Another area where computer vision adds value is in the print process itself. AI programs can perceive, detect and record much more than the human eye. “In heavily regulated industries like aerospace, the cost of printing is only about 30% to 50% of the production cost. The rest goes to quality control.

Before and after of a component with issues related to poor down skin quality on the 30° overhang and local overheating at the tip. After correction with AMAIZE, the component was printed correctly without support structures. Image courtesy of Autodesk and 1000 Kelvin.

“AI can already monitor and identify components that are not good enough, those that have internal defects that are not visible to the naked eye. That saves a lot of quality control efforts during the post-processing of the components,” he explains.

Today, Van der Schueren doesn’t think AI programs are mature enough to reliably predict print failure before the printing process, but it’s only a matter of time.

“We can start using the information about defects gathered during the printing process to understand the root causes, then combine anomaly detection with simulation technology. This will help to see correlations between simulation results and defects,” he says.

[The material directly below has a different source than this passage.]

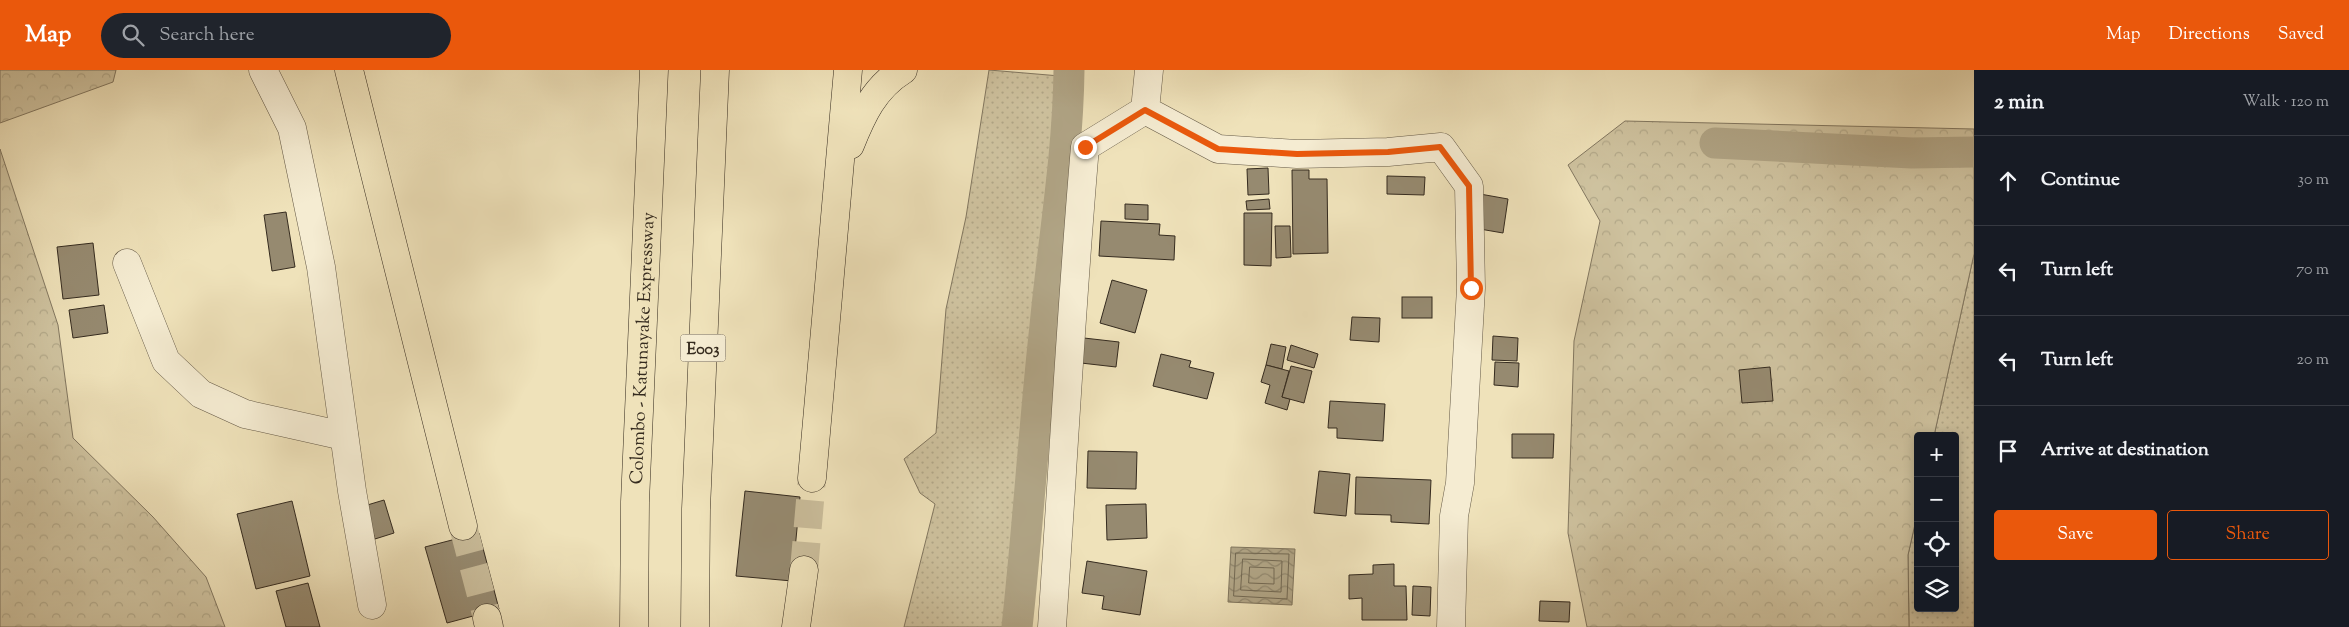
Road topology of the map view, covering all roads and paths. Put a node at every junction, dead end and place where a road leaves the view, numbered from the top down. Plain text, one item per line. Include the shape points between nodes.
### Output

He believes more calibration is needed to fine-tune the existing AM simulation models so they can accurately predict where and how print failure might occur. A hurdle that stands in the way of better AM simulation models, Van der Schueren noted, is the lack of data.

“For machine learning to work well, we need to have lots of data. But what we often see is that users don’t want to share their data because they consider it their own proprietary information,” he notes.

Failure Mechanism

Simulation software maker Ansys’ portfolio includes the Ansys Additive Suite, specifically tailored to AM projects.

“The extremely high-fidelity metal Laser Powder Bed Fusion (LPBF) Thermal Strain simulation within the Additive Suite capability in Ansys Mechanical can simulate based on every individual scan vector in a build,” says Christopher Robinson, senior product manager at Ansys.

Simulation is the key to understanding the thermochemical activities involved in 3D printing, and also to understanding the failure mechanisms.

“Failure is a word with a broad definition. Many parts are built to completion, but they still fail to meet performance, surface or geometric tolerances,” Robinson explains.

He notes that many mechanisms can lead to failure, such as recoater interference, part or support cracking, excessive deformation, thermal overheating, demarcations or shrink lines, misunderstood grain structures, porosity, surface roughness, and others. There are various types of simulation solvers that can be used to solve such challenges, ranging from structural, thermal, fluid and discrete element solvers to inference-driven AI models based on simulation or empirical data, according to Robinson.

A Way to Train Your Own AM AI

There are general rules applicable to all AM geometry. For example, thin walls will likely collapse during printing and certain overhanging features will need support structures during print. Even without AI, many print-preparation tools can recognize these problems from the CAD model and recommend fixes. But the success or failure of a job depends on something else besides geometry: the print hardware.

Because each printer has its own unique print procedures, from thermal management to powder deposit, it affects the printed object differently. A design that prints successfully in one machine might fail in another. A design that distorts very little in one machine might warp beyond the usable point in another. Therefore, print failure prediction based on hardware would require additional AI training.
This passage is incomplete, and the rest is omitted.